Cultura

Binge reading: leggere per passione o accumulare?

Negli ultimi anni, sui social, si è diffuso un fenomeno sempre più controverso. Il “binge reading”. La pratica di leggere i libri in modo compulsivo, spesso iniziandone uno subito dopo averne finito un altro. La lettura, tipicamente associata alla riflessione e alla lentezza, sembra oggi assumere il tipico ritmo del consumo digitale. 👇



Sempre più giovani oggi stanno riaccogliendo la pratica della lettura. Eppure, sembra che il consumo di questi libri si esprima in termini di rapidità, più che di passione. Soprattutto attraverso i social (Tik Tok in particolare), gli utenti fissano degli obiettivi numerici, accumulando letture e condividendo i propri progressi.

L’esperienza della lettura, con la pratica del binge reading, sembra essere bypassata e lasciata in secondo piano. L’obiettivo adesso è quello di leggere velocemente e voracemente un libro per poi passare subito a quello successivo.

In passato erano i critici, giornali, bibliotecari ed editori a orientare il pubblico verso opere determinate. Oggi, invece, questo potere sembra essere passato quasi esclusivamente alle piattaforme digitali, e l’algoritmo è l’elemento portante.

In Tik Tok, per esempio, l’algoritmo seleziona e rende visibile alcuni contenuti più degli altri, contribuendo quindi al successo di alcuni titoli a discapito di altri. Questa trasformazione può essere attenzionata attraverso uno dei concetti sociologici più importanti nel campo della cultura.

Paul Hirsch, infatti, nel 1972 aveva elaborato il concetto di industria culturale: tra chi produce un oggetto culturale e chi lo consuma esiste una rete di intermediati che decide quali prodotti raggiungeranno il pubblico.

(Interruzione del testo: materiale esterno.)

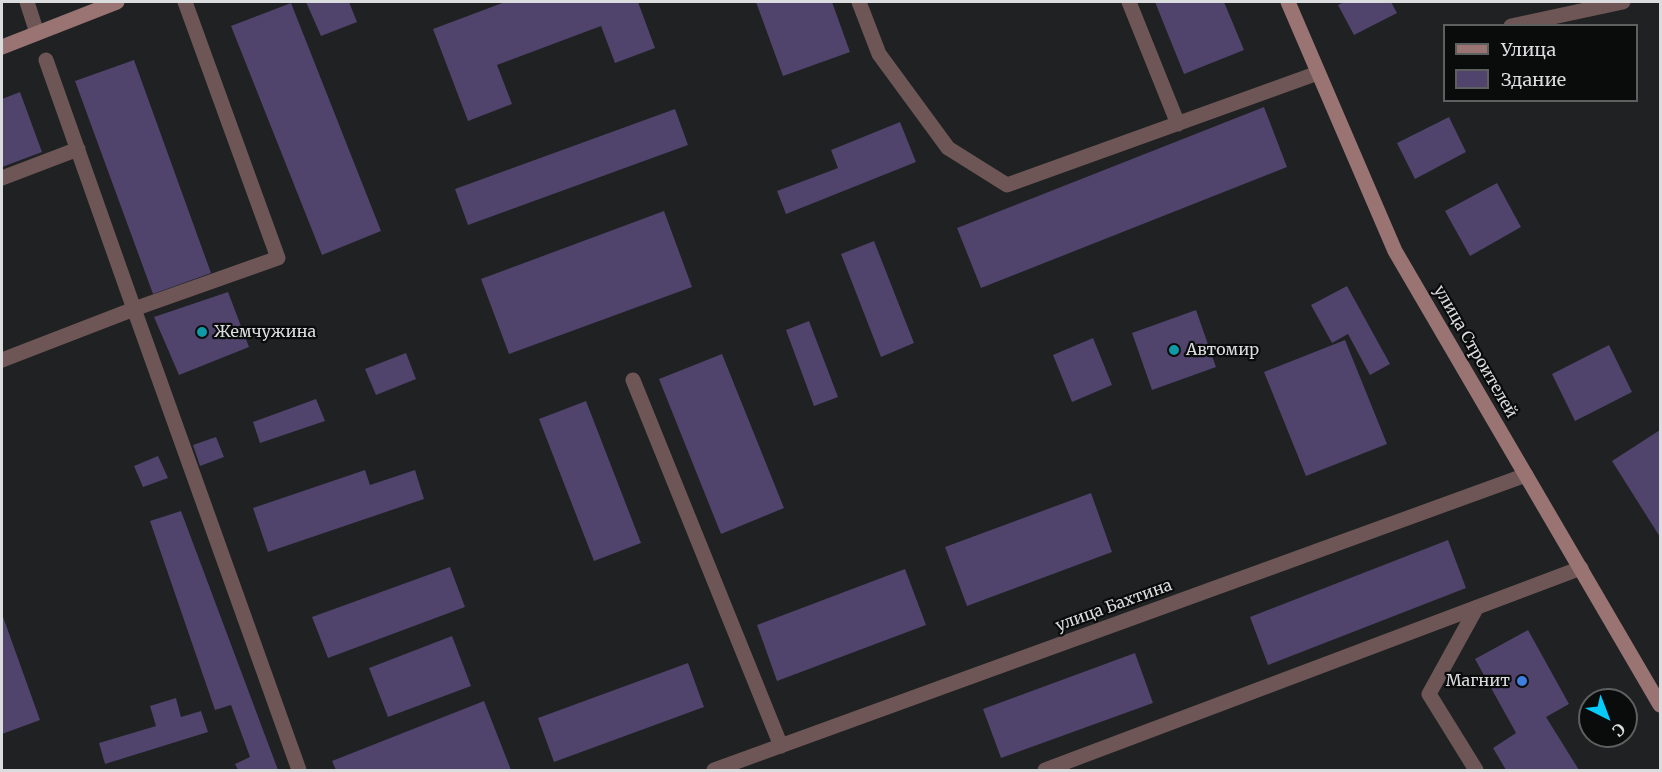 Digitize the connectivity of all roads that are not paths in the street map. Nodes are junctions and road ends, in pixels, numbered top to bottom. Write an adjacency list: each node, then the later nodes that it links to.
1 (27, 2): 9 (street)
2 (117, 2): 9 (main road)
3 (185, 2): 16 (street)
4 (859, 2): 13 (street)
5 (1129, 2): 13 (street)
6 (1288, 2): 12 (main road, улица Строителей)
7 (1623, 2): 8 (street)
8 (1520, 24)
9 (37, 33): 10 (main road)
10 (2, 47)
11 (46, 60): 14 (street)
12 (1318, 72): 13 (street); 19 (main road, улица Строителей)
13 (1178, 124)
14 (78, 149): 15 (street); 16 (street)
15 (2, 178)
16 (134, 309): 17 (street); 24 (street)
17 (2, 360)
18 (633, 380): 23 (street)
19 (1526, 475): 20 (main road, улица Строителей); 23 (street, улица Бахтина)
20 (1581, 568): 21 (street); 22 (main road, улица Строителей)
21 (1477, 607): 26 (street); 27 (street)
22 (1660, 705)
23 (781, 746): 25 (street, улица Бахтина)
24 (299, 771)
25 (714, 771)
26 (1045, 771)
27 (1476, 771) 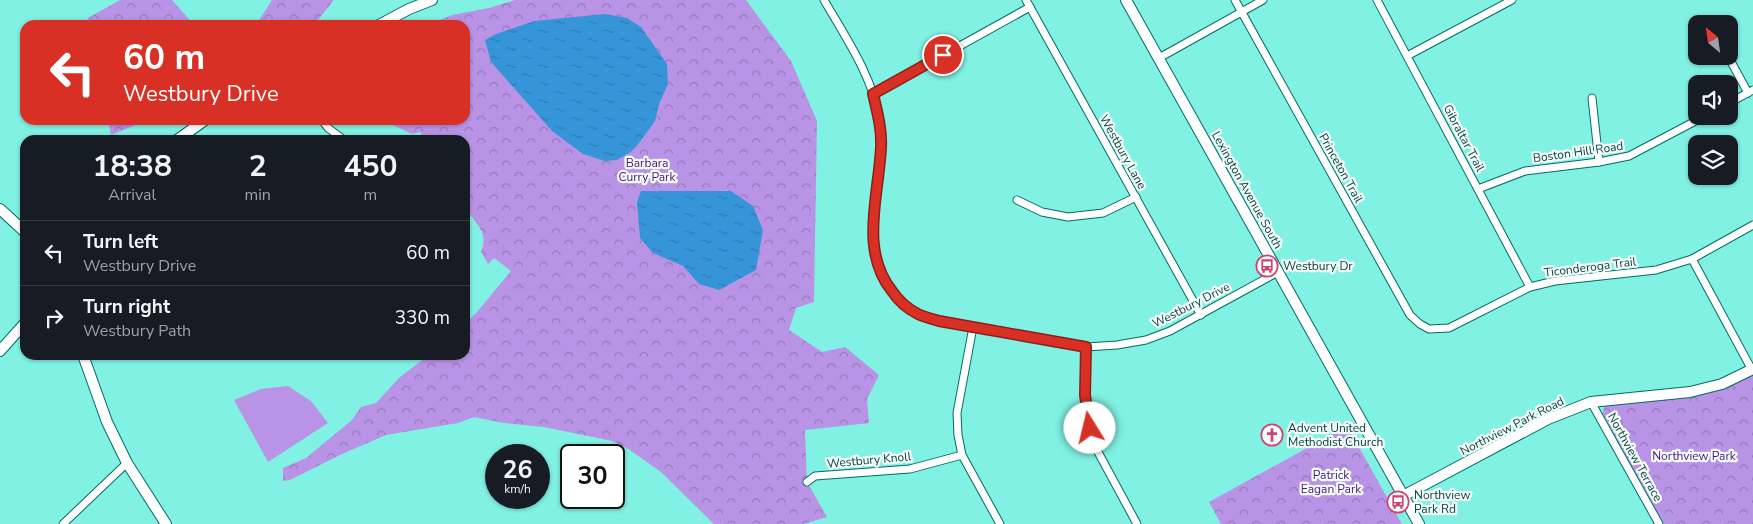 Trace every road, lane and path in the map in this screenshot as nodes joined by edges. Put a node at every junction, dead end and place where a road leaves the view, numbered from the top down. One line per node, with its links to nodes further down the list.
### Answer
1 (432, 0): 11 (street)
2 (824, 0): 16 (street, Westbury Drive)
3 (1026, 0): 9 (street, Westbury Lane)
4 (1126, 0): 13 (street, Lexington Avenue South)
5 (1235, 0): 10 (street, Princeton Trail)
6 (1263, 0): 10 (street)
7 (1377, 0): 12 (street, Gibraltar Trail)
8 (1512, 0): 12 (street)
9 (1030, 7): 16 (street); 26 (street, Westbury Lane)
10 (1241, 12): 13 (street); 37 (street, Princeton Trail)
11 (388, 20)
12 (1407, 56): 25 (street, Gibraltar Trail)
13 (1159, 58): 32 (street, Lexington Avenue South)
14 (1734, 65): 15 (street)
15 (1751, 91): 18 (street)
16 (873, 94): 35 (street, Westbury Drive)
17 (1592, 98): 24 (street)
18 (1738, 98)
19 (198, 125): 22 (street)
20 (326, 125): 23 (street)
21 (1688, 125): 24 (street, Boston Hill Road)
22 (184, 135)
23 (337, 135)
24 (1599, 162): 25 (street, Boston Hill Road)
25 (1478, 189): 33 (street, Gibraltar Trail)
26 (1136, 197): 27 (street); 34 (street, Westbury Lane)
27 (1016, 200)
28 (0, 210): 30 (street)
29 (1753, 225): 31 (street, Ticonderoga Trail)
30 (20, 228)
31 (1692, 259): 33 (street, Ticonderoga Trail); 41 (street)
32 (1278, 272): 34 (street, Westbury Drive); 46 (street, Lexington Avenue South)
33 (1530, 286): 37 (street, Ticonderoga Trail)
34 (1201, 314): 38 (street, Westbury Drive)
35 (973, 328): 38 (street, Westbury Drive); 43 (street)
36 (20, 329): 39 (street)
37 (1429, 329)
38 (1086, 347): 50 (street)
39 (0, 351)
40 (85, 360): 44 (street)
41 (1753, 370): 42 (street, Northview Park Road)
42 (1592, 402): 46 (street, Northview Park Road); 52 (street, Northview Terrace)
43 (962, 455): 45 (street, Westbury Knoll); 49 (street)
44 (127, 463): 47 (street); 48 (street)
45 (807, 482)
46 (1403, 496): 51 (street, Lexington Avenue South)
47 (63, 524)
48 (166, 524)
49 (1000, 524)
50 (1138, 524)
51 (1419, 524)
52 (1659, 524) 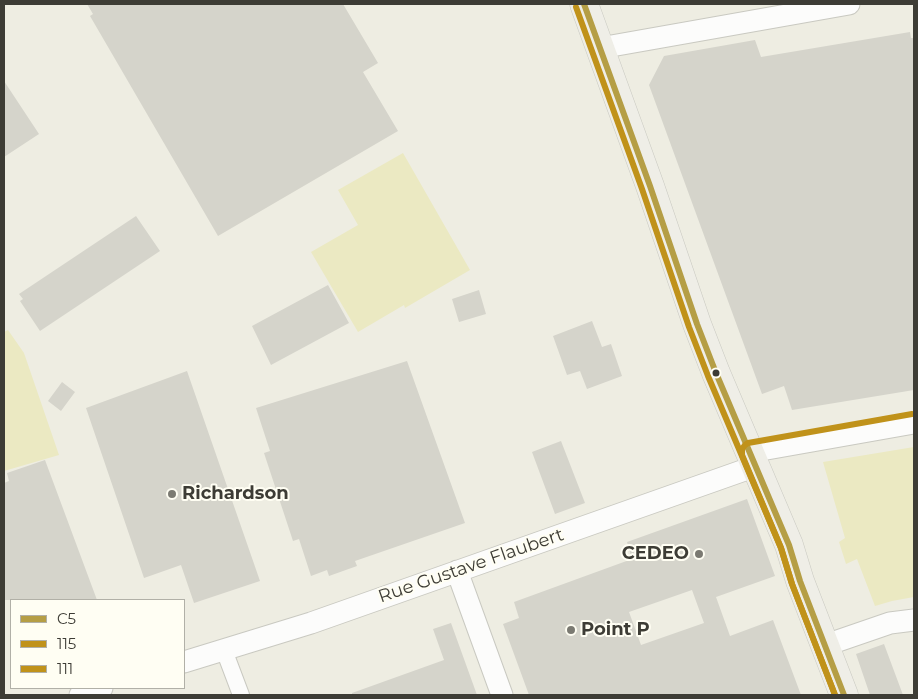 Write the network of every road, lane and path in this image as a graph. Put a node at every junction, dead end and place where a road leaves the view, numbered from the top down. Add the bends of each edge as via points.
1 (584, 4) edge
2 (849, 4) edge
3 (600, 48) junction
4 (914, 423) edge
5 (753, 459) junction
6 (457, 571) junction
7 (914, 620) edge
8 (826, 645) junction
9 (224, 650) junction
10 (185, 662) edge
11 (99, 689) edge
12 (80, 695) edge
13 (241, 695) edge
14 (502, 695) edge
15 (844, 695) edge

1 - 3 main road
2 - 3 street
3 - 5 main road via 697,324
4 - 5 street, Rue Gustave Flaubert
5 - 6 street, Rue Gustave Flaubert
5 - 8 main road
6 - 9 street, Rue Gustave Flaubert
6 - 14 street
7 - 8 street via 890,623
8 - 15 main road
9 - 10 street, Rue Gustave Flaubert
9 - 13 street
11 - 12 street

Altri prodotti resteranno del tutto invisibili. Nel caso di Tik Tok, gli intermediari non scompaiono, ma si affianca un nuovo attore: l’algoritmo. Attraverso logiche di viralità e visibilità, grazie all’uso degli hashtag, la piattaforma contribuisce a determinare quali libri verranno scoperti, consigliati e acquistati.

Ciò significa che non solo il modo di leggere, ma anche la scelta stessa di libri è plasmata dalle logiche della visibilità online. Non è soltanto una moda: è un esempio concreto di come oggi il sistema dell’industria culturale sia mutato.

Tuttavia, il fenomeno del binge reading non può essere giudicato in modo esclusivamente positivo o negativo. Da un lato ha riportato i libri al centro dell’attenzione di molti giovani e ha dato vita a nuove comunità di lettori.

Dall’altro ci invita a riflettere su come la cultura digitale stia trasformando pratiche sempre più personali, come la lettura. In questo senso, i lettori non si limitano a leggere un libro, ma ne discutono online, pubblicano recensioni, reagiscono a scene emozionanti e si confrontano con altri utenti per poter condividere opinioni e pareri.

Inoltre, il binge reading sembra favorire quella che in sociologia viene chiamata “partecipazione culturale”. Parliamo quindi di una lettura sempre più accessibile. D’altra parte, però, questo fenomeno rischia di spingere i lettori verso gusti sempre più omogenei ed omologati.

In un contesto dominato dalla viralità e dalle visualizzazioni, il pericolo è che la scoperta personale e la varietà culturale vengano sempre più manipolate dalle logiche delle piattaforme. La promessa di una scelta infinita potrebbe non essere la soluzione.

Leggere più libri è sempre sinonimo di una maggiore esperienza culturale oppure, nell’era digitale, stiamo solo imparando a consumare anche la lettura con la stessa velocità con cui scorriamo i contenuti sui social?